(Records drawn from a dataset)
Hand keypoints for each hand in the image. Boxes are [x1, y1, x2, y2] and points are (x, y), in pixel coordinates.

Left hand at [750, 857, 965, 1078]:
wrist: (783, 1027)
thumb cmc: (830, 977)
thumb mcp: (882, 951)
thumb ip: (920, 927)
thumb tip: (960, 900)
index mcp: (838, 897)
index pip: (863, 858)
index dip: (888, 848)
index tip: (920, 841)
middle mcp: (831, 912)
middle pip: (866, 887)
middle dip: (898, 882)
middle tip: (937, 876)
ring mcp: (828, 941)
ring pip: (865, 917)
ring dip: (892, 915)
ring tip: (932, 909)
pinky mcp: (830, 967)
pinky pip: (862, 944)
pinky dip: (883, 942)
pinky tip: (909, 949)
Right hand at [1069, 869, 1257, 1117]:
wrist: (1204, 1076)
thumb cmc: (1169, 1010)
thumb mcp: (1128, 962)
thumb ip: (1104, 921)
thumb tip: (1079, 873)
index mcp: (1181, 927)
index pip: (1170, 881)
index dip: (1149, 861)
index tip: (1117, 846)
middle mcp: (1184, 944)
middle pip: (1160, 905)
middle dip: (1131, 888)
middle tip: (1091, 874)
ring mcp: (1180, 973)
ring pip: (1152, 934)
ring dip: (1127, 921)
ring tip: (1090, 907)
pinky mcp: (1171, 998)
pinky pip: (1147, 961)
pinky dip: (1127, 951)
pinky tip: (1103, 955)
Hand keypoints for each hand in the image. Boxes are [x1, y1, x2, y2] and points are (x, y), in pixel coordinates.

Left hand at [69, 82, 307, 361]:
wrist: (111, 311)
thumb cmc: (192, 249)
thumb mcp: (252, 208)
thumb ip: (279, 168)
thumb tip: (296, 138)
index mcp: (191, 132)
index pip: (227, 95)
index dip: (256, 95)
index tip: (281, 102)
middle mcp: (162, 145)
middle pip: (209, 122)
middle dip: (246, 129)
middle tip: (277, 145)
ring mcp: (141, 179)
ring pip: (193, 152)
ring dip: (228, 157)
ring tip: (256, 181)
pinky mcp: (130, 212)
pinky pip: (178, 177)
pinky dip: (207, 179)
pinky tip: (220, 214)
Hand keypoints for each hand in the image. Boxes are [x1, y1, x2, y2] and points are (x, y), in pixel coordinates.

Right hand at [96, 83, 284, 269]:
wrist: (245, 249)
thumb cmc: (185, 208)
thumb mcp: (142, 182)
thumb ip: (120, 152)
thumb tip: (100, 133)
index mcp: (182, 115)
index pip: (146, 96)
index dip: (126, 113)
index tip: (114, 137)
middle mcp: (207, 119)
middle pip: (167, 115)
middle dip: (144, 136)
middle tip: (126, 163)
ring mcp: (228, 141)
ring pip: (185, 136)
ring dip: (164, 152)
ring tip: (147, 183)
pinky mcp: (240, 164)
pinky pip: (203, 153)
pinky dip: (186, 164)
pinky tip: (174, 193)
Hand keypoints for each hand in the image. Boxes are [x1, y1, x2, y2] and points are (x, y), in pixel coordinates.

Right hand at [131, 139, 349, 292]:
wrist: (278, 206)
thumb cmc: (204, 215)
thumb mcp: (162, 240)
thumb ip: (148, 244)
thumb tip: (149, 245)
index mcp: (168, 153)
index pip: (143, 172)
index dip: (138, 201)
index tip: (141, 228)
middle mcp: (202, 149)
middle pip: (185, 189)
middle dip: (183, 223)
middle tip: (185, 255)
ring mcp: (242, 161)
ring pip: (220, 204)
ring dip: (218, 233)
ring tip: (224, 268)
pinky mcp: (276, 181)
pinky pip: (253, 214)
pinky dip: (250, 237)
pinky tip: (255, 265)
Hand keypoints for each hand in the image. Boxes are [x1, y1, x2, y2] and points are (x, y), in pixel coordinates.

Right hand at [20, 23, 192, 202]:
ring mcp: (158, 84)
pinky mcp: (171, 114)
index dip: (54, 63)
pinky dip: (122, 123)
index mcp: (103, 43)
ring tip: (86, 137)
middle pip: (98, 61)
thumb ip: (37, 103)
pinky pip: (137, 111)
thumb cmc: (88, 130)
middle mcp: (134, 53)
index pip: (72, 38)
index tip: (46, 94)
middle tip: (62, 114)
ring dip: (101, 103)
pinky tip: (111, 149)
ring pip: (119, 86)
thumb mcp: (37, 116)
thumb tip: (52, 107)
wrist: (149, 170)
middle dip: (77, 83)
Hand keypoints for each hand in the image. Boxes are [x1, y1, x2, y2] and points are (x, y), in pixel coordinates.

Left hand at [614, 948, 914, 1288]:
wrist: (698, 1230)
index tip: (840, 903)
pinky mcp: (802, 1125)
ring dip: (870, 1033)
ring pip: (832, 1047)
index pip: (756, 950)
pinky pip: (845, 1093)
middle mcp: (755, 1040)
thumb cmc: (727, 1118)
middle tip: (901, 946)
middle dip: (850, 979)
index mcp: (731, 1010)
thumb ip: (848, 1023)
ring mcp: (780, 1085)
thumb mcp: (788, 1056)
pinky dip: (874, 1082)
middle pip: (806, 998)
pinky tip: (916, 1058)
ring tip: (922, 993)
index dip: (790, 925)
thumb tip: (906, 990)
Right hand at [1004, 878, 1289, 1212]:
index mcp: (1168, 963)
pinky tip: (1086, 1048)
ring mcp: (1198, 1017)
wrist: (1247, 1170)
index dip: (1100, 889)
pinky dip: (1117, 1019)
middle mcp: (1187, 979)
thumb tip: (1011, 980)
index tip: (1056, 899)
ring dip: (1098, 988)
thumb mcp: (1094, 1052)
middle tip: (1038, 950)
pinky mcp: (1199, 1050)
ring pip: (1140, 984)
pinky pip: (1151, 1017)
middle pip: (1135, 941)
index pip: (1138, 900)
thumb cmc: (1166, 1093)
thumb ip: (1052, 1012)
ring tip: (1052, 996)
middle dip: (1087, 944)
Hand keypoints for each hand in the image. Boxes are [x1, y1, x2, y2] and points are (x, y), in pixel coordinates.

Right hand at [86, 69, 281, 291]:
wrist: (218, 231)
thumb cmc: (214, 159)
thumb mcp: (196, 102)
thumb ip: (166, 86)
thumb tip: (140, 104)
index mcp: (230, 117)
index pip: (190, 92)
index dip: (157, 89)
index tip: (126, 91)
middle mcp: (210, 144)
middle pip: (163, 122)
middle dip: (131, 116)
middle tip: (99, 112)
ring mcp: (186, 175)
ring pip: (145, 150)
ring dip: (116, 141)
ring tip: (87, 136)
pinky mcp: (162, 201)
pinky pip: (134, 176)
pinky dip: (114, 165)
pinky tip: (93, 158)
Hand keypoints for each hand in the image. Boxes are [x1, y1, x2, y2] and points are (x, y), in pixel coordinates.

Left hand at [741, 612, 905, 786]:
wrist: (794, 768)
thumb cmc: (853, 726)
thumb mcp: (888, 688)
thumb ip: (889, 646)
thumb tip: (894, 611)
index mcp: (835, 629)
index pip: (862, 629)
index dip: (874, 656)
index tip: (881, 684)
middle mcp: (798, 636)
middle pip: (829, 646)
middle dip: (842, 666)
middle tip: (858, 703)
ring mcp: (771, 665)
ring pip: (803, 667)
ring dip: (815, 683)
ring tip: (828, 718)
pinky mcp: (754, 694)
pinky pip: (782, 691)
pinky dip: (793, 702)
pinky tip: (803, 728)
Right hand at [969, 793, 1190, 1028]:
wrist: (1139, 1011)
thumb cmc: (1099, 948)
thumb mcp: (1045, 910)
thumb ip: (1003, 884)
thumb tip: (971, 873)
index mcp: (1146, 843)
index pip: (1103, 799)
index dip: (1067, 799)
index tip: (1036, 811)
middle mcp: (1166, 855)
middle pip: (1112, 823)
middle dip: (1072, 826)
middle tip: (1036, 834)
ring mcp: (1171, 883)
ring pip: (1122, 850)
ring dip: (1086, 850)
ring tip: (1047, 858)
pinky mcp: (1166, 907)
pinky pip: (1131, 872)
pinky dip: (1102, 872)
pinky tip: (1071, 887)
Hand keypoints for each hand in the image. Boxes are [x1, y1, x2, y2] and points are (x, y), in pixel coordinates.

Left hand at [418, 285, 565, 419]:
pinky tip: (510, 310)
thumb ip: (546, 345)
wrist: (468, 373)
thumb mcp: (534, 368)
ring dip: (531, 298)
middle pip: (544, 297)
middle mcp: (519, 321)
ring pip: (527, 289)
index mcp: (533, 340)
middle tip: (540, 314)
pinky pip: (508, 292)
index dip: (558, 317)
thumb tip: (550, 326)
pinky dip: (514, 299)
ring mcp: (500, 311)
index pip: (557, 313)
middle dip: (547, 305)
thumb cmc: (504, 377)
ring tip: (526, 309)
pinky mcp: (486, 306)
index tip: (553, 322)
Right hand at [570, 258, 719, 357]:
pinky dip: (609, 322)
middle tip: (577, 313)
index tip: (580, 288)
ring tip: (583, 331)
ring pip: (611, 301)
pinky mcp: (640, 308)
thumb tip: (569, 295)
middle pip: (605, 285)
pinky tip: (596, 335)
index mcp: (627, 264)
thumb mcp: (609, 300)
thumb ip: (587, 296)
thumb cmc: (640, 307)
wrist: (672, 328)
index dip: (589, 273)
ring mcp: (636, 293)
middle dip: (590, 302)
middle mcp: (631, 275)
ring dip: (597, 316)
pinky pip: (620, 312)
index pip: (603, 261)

Task requirements - Print the lines above from the one with "ring tip: (932, 909)" through the one with "thumb tip: (296, 138)", both included, exactly as written and nothing more.

Result -
ring tip: (932, 909)
pinky mcp: (830, 967)
pinky pip: (862, 944)
pinky dip: (883, 942)
pinky tip: (909, 949)
Right hand at [1069, 869, 1257, 1117]:
wrist: (1204, 1076)
thumb cmc: (1169, 1010)
thumb mcp: (1128, 962)
thumb ip: (1104, 921)
thumb tip: (1079, 873)
index mcp: (1181, 927)
index pip: (1170, 881)
index dip: (1149, 861)
index tip: (1117, 846)
middle mcp: (1184, 944)
middle pip: (1160, 905)
middle dip: (1131, 888)
middle tip: (1091, 874)
ring mcp: (1180, 973)
ring pip: (1152, 934)
ring dip: (1127, 921)
ring tip: (1090, 907)
pinky mcp: (1171, 998)
pinky pip: (1147, 961)
pinky dip: (1127, 951)
pinky tip: (1103, 955)
Hand keypoints for each hand in the image. Boxes are [x1, y1, x2, y2] and points are (x, y), in pixel coordinates.

Left hand at [69, 82, 307, 361]:
wrist: (111, 311)
thumb cmc: (192, 249)
thumb mcp: (252, 208)
thumb ip: (279, 168)
thumb tip: (296, 138)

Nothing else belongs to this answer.